[Stored items]
======

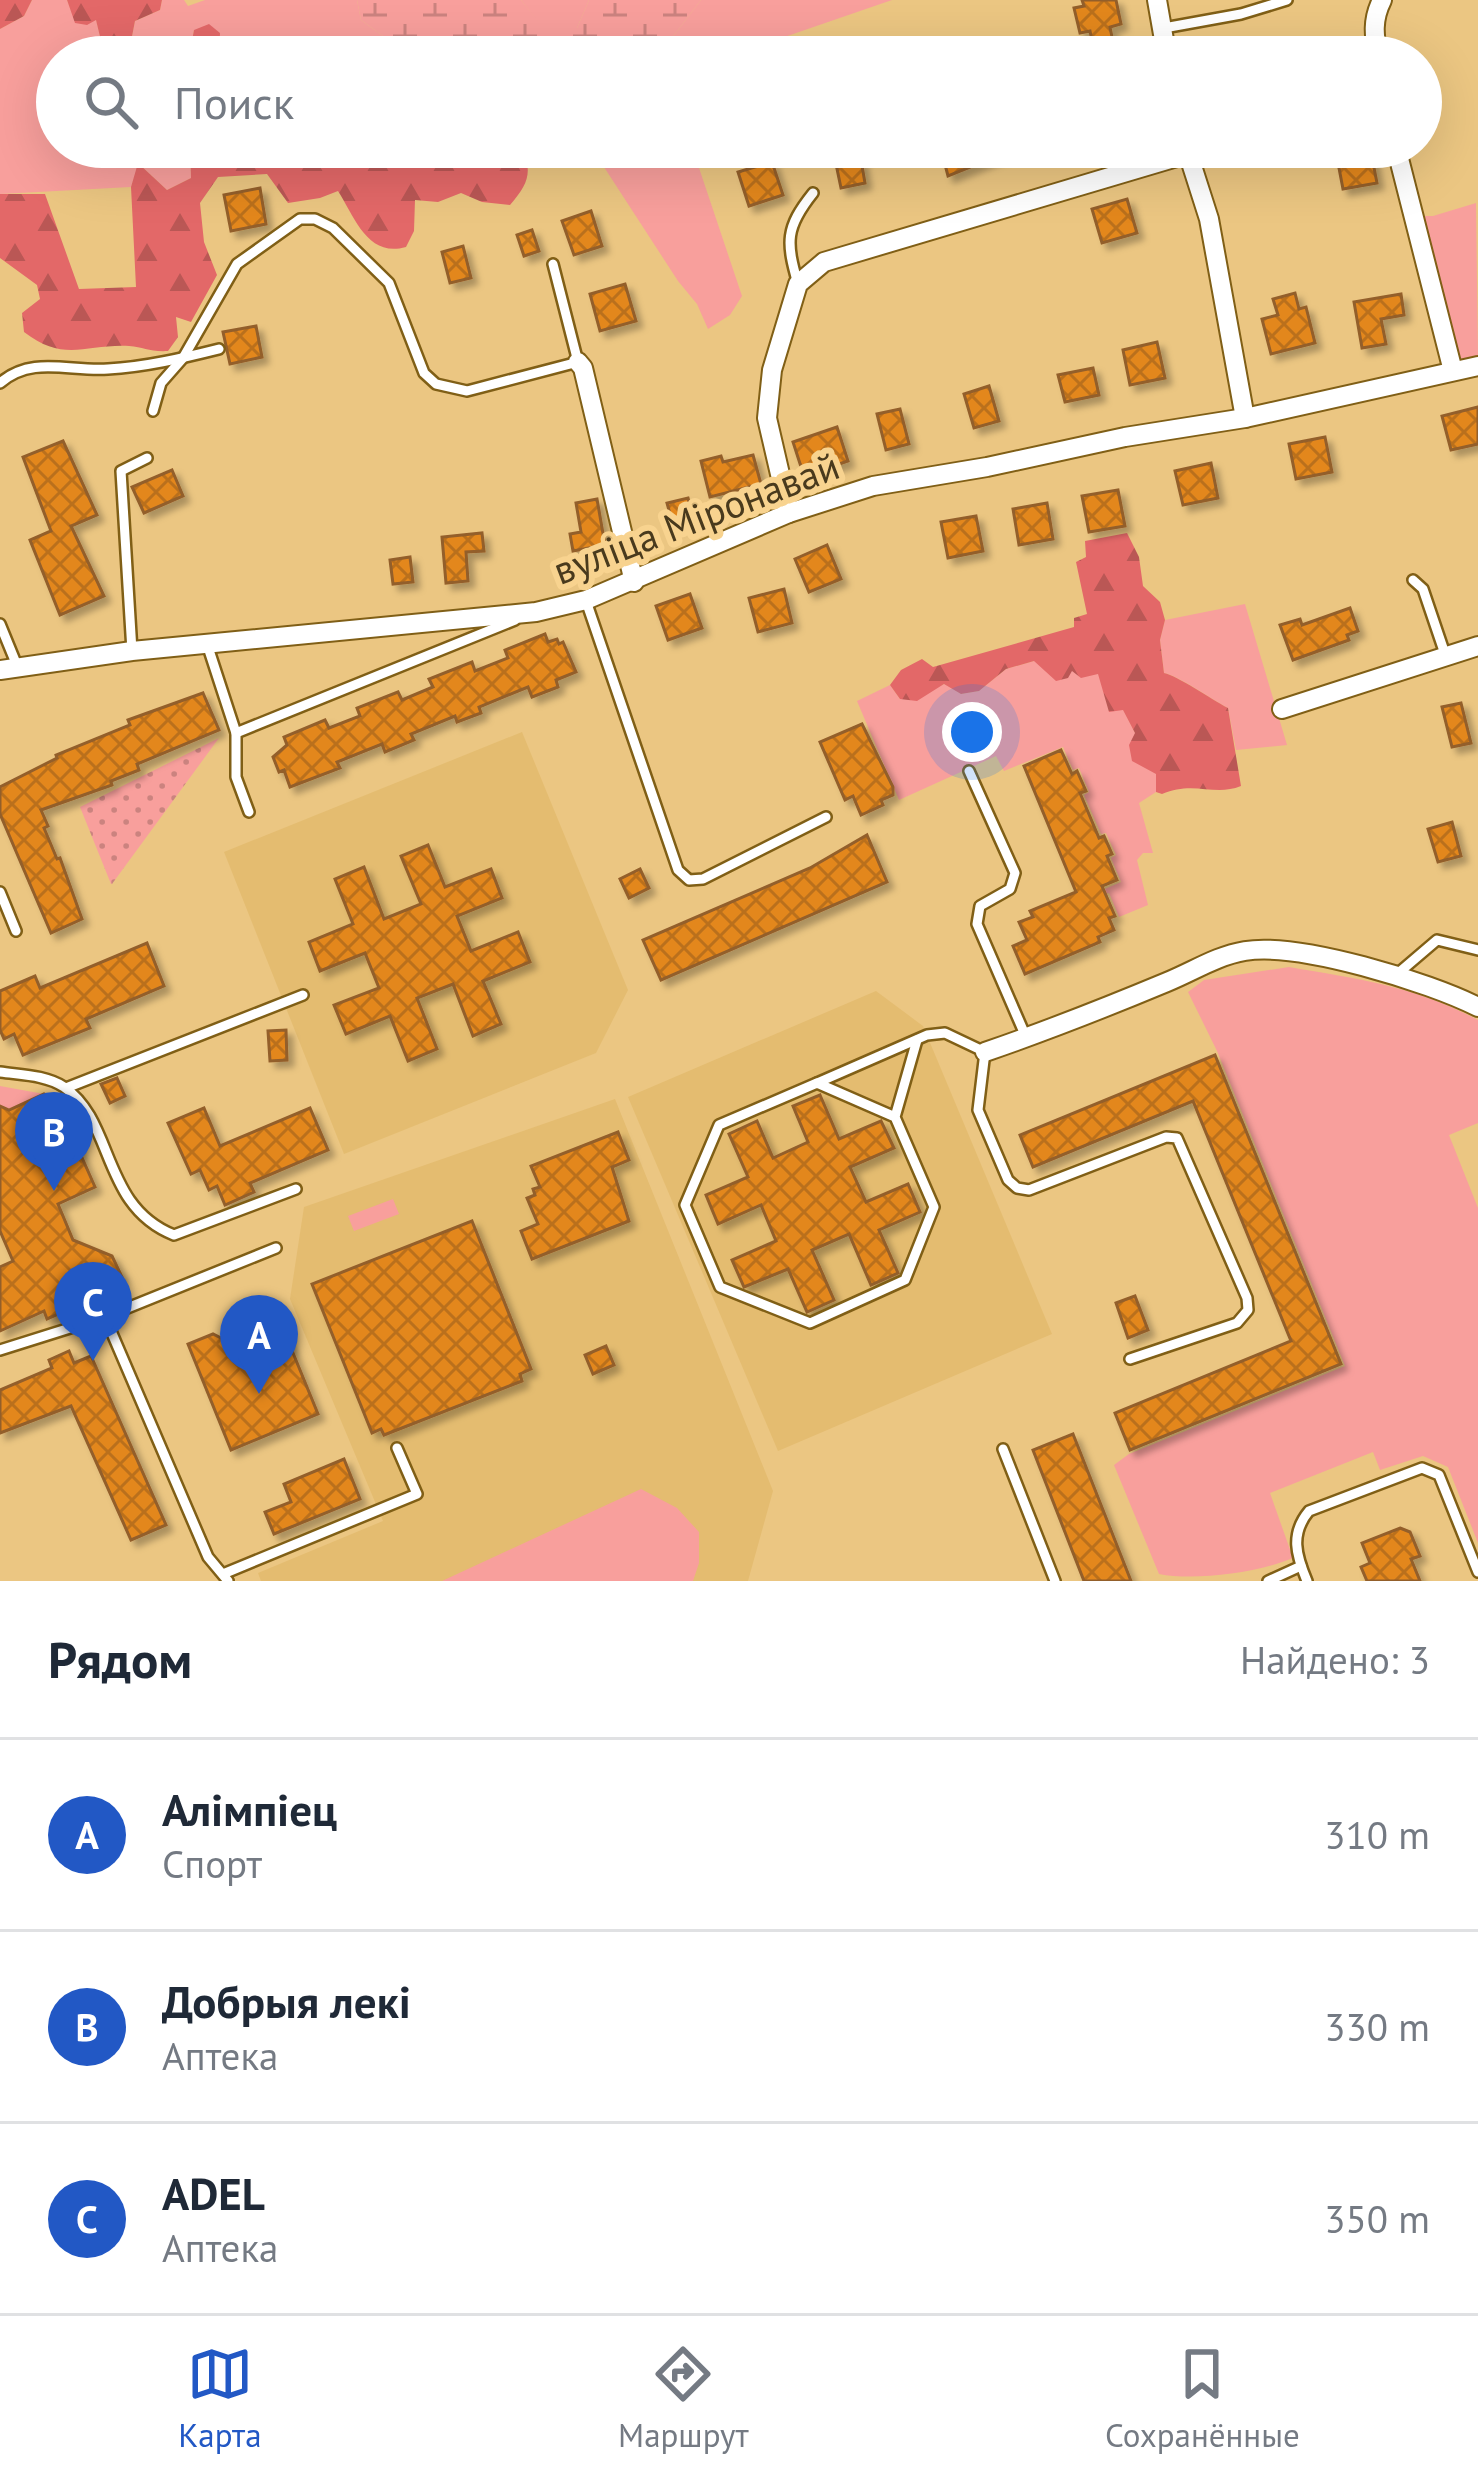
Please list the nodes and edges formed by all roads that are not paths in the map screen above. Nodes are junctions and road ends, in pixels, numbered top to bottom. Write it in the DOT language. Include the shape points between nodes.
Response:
graph roads {
  1 [pos="1156,0"];
  2 [pos="1288,0"];
  3 [pos="1382,0"];
  4 [pos="1161,28"];
  5 [pos="1163,36"];
  6 [pos="1374,36"];
  7 [pos="1128,168"];
  8 [pos="1192,168"];
  9 [pos="1401,168"];
  10 [pos="813,194"];
  11 [pos="553,264"];
  12 [pos="798,284"];
  13 [pos="219,349"];
  14 [pos="183,358"];
  15 [pos="578,362"];
  16 [pos="1478,366"];
  17 [pos="1453,371"];
  18 [pos="0,383"];
  19 [pos="153,411"];
  20 [pos="1245,418"];
  21 [pos="147,458"];
  22 [pos="789,513"];
  23 [pos="1413,580"];
  24 [pos="634,582"];
  25 [pos="586,601"];
  26 [pos="536,612"];
  27 [pos="0,624"];
  28 [pos="207,644"];
  29 [pos="1478,646"];
  30 [pos="132,651"];
  31 [pos="1445,654"];
  32 [pos="9,669"];
  33 [pos="1282,709"];
  34 [pos="236,733"];
  35 [pos="969,771"];
  36 [pos="249,812"];
  37 [pos="826,817"];
  38 [pos="0,892"];
  39 [pos="16,931"];
  40 [pos="1478,950"];
  41 [pos="1396,975"];
  42 [pos="303,995"];
  43 [pos="1478,1007"];
  44 [pos="1026,1038"];
  45 [pos="916,1040"];
  46 [pos="985,1052"];
  47 [pos="0,1072"];
  48 [pos="817,1083"];
  49 [pos="66,1088"];
  50 [pos="895,1117"];
  51 [pos="296,1189"];
  52 [pos="276,1248"];
  53 [pos="105,1317"];
  54 [pos="0,1350"];
  55 [pos="1130,1359"];
  56 [pos="397,1448"];
  57 [pos="1003,1449"];
  58 [pos="1301,1566"];
  59 [pos="1478,1572"];
  60 [pos="226,1577"];
  61 [pos="1055,1581"];
  62 [pos="1268,1581"];
  63 [pos="1307,1581"];
  1 -- 4 [label="street"];
  2 -- 4 [label="lane"];
  3 -- 6 [label="street"];
  4 -- 5 [label="street"];
  7 -- 12 [label="street" via="824,262"];
  8 -- 20 [label="street" via="1209,219"];
  9 -- 17 [label="street"];
  10 -- 12 [label="lane" via="792,219 788,250"];
  11 -- 15 [label="lane"];
  12 -- 22 [label="street" via="767,418"];
  13 -- 14 [label="lane"];
  14 -- 15 [label="lane" via="237,264 300,219 315,219 389,283 417,359 436,384 467,391"];
  14 -- 18 [label="lane" via="105,370 43,365"];
  14 -- 19 [label="lane" via="161,383"];
  15 -- 24 [label="street"];
  16 -- 17 [label="street, вуліца Міронавай"];
  17 -- 20 [label="street, вуліца Міронавай"];
  20 -- 22 [label="street, вуліца Міронавай" via="873,486"];
  21 -- 30 [label="lane" via="121,471"];
  22 -- 24 [label="street, вуліца Міронавай"];
  23 -- 31 [label="lane"];
  24 -- 25 [label="street, вуліца Міронавай"];
  25 -- 26 [label="street, вуліца Міронавай"];
  25 -- 37 [label="lane" via="678,870 689,880"];
  26 -- 28 [label="street, вуліца Міронавай"];
  26 -- 34 [label="lane"];
  27 -- 32 [label="lane"];
  28 -- 30 [label="street, вуліца Міронавай"];
  28 -- 34 [label="lane"];
  29 -- 31 [label="street"];
  30 -- 32 [label="street, вуліца Міронавай"];
  31 -- 33 [label="street"];
  34 -- 36 [label="lane" via="236,777"];
  35 -- 44 [label="lane" via="1015,874 1010,889 980,906 977,924"];
  38 -- 39 [label="lane"];
  40 -- 41 [label="lane" via="1437,940"];
  41 -- 43 [label="street"];
  41 -- 44 [label="street" via="1249,950"];
  42 -- 49 [label="lane"];
  44 -- 46 [label="street"];
  45 -- 46 [label="lane" via="945,1033"];
  45 -- 48 [label="lane"];
  45 -- 50 [label="lane"];
  46 -- 55 [label="lane" via="978,1110 1017,1188 1166,1137 1184,1147 1248,1310 1237,1323"];
  47 -- 49 [label="lane"];
  48 -- 50 [label="lane"];
  48 -- 50 [label="lane" via="719,1125 685,1205 720,1287 810,1323 905,1280 934,1207"];
  49 -- 51 [label="lane" via="150,1225 174,1235"];
  52 -- 53 [label="lane"];
  53 -- 54 [label="lane"];
  53 -- 60 [label="lane" via="208,1557"];
  56 -- 60 [label="lane" via="417,1494"];
  57 -- 61 [label="lane"];
  58 -- 59 [label="lane" via="1295,1543 1309,1511 1422,1468 1439,1475"];
  58 -- 62 [label="lane"];
  58 -- 63 [label="lane"];
}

======

Before printing the records again, strip out the pictures; change nothing else.

• [Solution to this exercise]
Please list the nodes and edges formed by all roads that are not paths in the map screen above. Nodes are junctions and road ends, in pixels, numbered top to bottom. Write it in the DOT language. Include the shape points between nodes.
Response:
graph roads {
  1 [pos="1156,0"];
  2 [pos="1288,0"];
  3 [pos="1382,0"];
  4 [pos="1161,28"];
  5 [pos="1163,36"];
  6 [pos="1374,36"];
  7 [pos="1128,168"];
  8 [pos="1192,168"];
  9 [pos="1401,168"];
  10 [pos="813,194"];
  11 [pos="553,264"];
  12 [pos="798,284"];
  13 [pos="219,349"];
  14 [pos="183,358"];
  15 [pos="578,362"];
  16 [pos="1478,366"];
  17 [pos="1453,371"];
  18 [pos="0,383"];
  19 [pos="153,411"];
  20 [pos="1245,418"];
  21 [pos="147,458"];
  22 [pos="789,513"];
  23 [pos="1413,580"];
  24 [pos="634,582"];
  25 [pos="586,601"];
  26 [pos="536,612"];
  27 [pos="0,624"];
  28 [pos="207,644"];
  29 [pos="1478,646"];
  30 [pos="132,651"];
  31 [pos="1445,654"];
  32 [pos="9,669"];
  33 [pos="1282,709"];
  34 [pos="236,733"];
  35 [pos="969,771"];
  36 [pos="249,812"];
  37 [pos="826,817"];
  38 [pos="0,892"];
  39 [pos="16,931"];
  40 [pos="1478,950"];
  41 [pos="1396,975"];
  42 [pos="303,995"];
  43 [pos="1478,1007"];
  44 [pos="1026,1038"];
  45 [pos="916,1040"];
  46 [pos="985,1052"];
  47 [pos="0,1072"];
  48 [pos="817,1083"];
  49 [pos="66,1088"];
  50 [pos="895,1117"];
  51 [pos="296,1189"];
  52 [pos="276,1248"];
  53 [pos="105,1317"];
  54 [pos="0,1350"];
  55 [pos="1130,1359"];
  56 [pos="397,1448"];
  57 [pos="1003,1449"];
  58 [pos="1301,1566"];
  59 [pos="1478,1572"];
  60 [pos="226,1577"];
  61 [pos="1055,1581"];
  62 [pos="1268,1581"];
  63 [pos="1307,1581"];
  1 -- 4 [label="street"];
  2 -- 4 [label="lane"];
  3 -- 6 [label="street"];
  4 -- 5 [label="street"];
  7 -- 12 [label="street" via="824,262"];
  8 -- 20 [label="street" via="1209,219"];
  9 -- 17 [label="street"];
  10 -- 12 [label="lane" via="792,219 788,250"];
  11 -- 15 [label="lane"];
  12 -- 22 [label="street" via="767,418"];
  13 -- 14 [label="lane"];
  14 -- 15 [label="lane" via="237,264 300,219 315,219 389,283 417,359 436,384 467,391"];
  14 -- 18 [label="lane" via="105,370 43,365"];
  14 -- 19 [label="lane" via="161,383"];
  15 -- 24 [label="street"];
  16 -- 17 [label="street, вуліца Міронавай"];
  17 -- 20 [label="street, вуліца Міронавай"];
  20 -- 22 [label="street, вуліца Міронавай" via="873,486"];
  21 -- 30 [label="lane" via="121,471"];
  22 -- 24 [label="street, вуліца Міронавай"];
  23 -- 31 [label="lane"];
  24 -- 25 [label="street, вуліца Міронавай"];
  25 -- 26 [label="street, вуліца Міронавай"];
  25 -- 37 [label="lane" via="678,870 689,880"];
  26 -- 28 [label="street, вуліца Міронавай"];
  26 -- 34 [label="lane"];
  27 -- 32 [label="lane"];
  28 -- 30 [label="street, вуліца Міронавай"];
  28 -- 34 [label="lane"];
  29 -- 31 [label="street"];
  30 -- 32 [label="street, вуліца Міронавай"];
  31 -- 33 [label="street"];
  34 -- 36 [label="lane" via="236,777"];
  35 -- 44 [label="lane" via="1015,874 1010,889 980,906 977,924"];
  38 -- 39 [label="lane"];
  40 -- 41 [label="lane" via="1437,940"];
  41 -- 43 [label="street"];
  41 -- 44 [label="street" via="1249,950"];
  42 -- 49 [label="lane"];
  44 -- 46 [label="street"];
  45 -- 46 [label="lane" via="945,1033"];
  45 -- 48 [label="lane"];
  45 -- 50 [label="lane"];
  46 -- 55 [label="lane" via="978,1110 1017,1188 1166,1137 1184,1147 1248,1310 1237,1323"];
  47 -- 49 [label="lane"];
  48 -- 50 [label="lane"];
  48 -- 50 [label="lane" via="719,1125 685,1205 720,1287 810,1323 905,1280 934,1207"];
  49 -- 51 [label="lane" via="150,1225 174,1235"];
  52 -- 53 [label="lane"];
  53 -- 54 [label="lane"];
  53 -- 60 [label="lane" via="208,1557"];
  56 -- 60 [label="lane" via="417,1494"];
  57 -- 61 [label="lane"];
  58 -- 59 [label="lane" via="1295,1543 1309,1511 1422,1468 1439,1475"];
  58 -- 62 [label="lane"];
  58 -- 63 [label="lane"];
}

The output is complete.